Problem description:
Write out the data exactly, keeping every line.

Extracted data entries
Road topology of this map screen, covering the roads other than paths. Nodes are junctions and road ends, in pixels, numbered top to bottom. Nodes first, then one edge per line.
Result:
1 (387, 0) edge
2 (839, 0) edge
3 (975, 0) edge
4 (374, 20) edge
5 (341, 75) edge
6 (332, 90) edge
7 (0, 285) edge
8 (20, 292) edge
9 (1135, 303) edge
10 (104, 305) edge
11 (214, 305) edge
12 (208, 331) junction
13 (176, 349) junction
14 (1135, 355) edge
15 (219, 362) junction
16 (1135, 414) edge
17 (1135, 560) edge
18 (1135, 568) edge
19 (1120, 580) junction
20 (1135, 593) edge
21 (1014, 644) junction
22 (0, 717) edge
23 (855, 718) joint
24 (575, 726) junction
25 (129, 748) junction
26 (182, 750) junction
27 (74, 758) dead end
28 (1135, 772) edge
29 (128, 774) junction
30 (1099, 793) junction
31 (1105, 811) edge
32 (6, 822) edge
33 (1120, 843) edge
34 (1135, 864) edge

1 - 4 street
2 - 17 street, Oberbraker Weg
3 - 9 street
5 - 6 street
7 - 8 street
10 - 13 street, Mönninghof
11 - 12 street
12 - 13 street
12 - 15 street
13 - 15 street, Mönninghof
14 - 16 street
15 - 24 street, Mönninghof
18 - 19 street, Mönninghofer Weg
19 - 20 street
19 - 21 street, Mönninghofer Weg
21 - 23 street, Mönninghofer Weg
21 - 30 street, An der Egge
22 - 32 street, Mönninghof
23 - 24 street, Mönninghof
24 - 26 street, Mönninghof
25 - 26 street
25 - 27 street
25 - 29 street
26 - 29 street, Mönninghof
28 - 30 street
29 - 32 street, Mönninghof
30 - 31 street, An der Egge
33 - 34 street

Reply:
Road topology of this map screen, covering the roads other than paths. Nodes are junctions and road ends, in pixels, numbered top to bottom. Nodes first, then one edge per line.
Result:
1 (387, 0) edge
2 (839, 0) edge
3 (975, 0) edge
4 (374, 20) edge
5 (341, 75) edge
6 (332, 90) edge
7 (0, 285) edge
8 (20, 292) edge
9 (1135, 303) edge
10 (104, 305) edge
11 (214, 305) edge
12 (208, 331) junction
13 (176, 349) junction
14 (1135, 355) edge
15 (219, 362) junction
16 (1135, 414) edge
17 (1135, 560) edge
18 (1135, 568) edge
19 (1120, 580) junction
20 (1135, 593) edge
21 (1014, 644) junction
22 (0, 717) edge
23 (855, 718) joint
24 (575, 726) junction
25 (129, 748) junction
26 (182, 750) junction
27 (74, 758) dead end
28 (1135, 772) edge
29 (128, 774) junction
30 (1099, 793) junction
31 (1105, 811) edge
32 (6, 822) edge
33 (1120, 843) edge
34 (1135, 864) edge

1 - 4 street
2 - 17 street, Oberbraker Weg
3 - 9 street
5 - 6 street
7 - 8 street
10 - 13 street, Mönninghof
11 - 12 street
12 - 13 street
12 - 15 street
13 - 15 street, Mönninghof
14 - 16 street
15 - 24 street, Mönninghof
18 - 19 street, Mönninghofer Weg
19 - 20 street
19 - 21 street, Mönninghofer Weg
21 - 23 street, Mönninghofer Weg
21 - 30 street, An der Egge
22 - 32 street, Mönninghof
23 - 24 street, Mönninghof
24 - 26 street, Mönninghof
25 - 26 street
25 - 27 street
25 - 29 street
26 - 29 street, Mönninghof
28 - 30 street
29 - 32 street, Mönninghof
30 - 31 street, An der Egge
33 - 34 street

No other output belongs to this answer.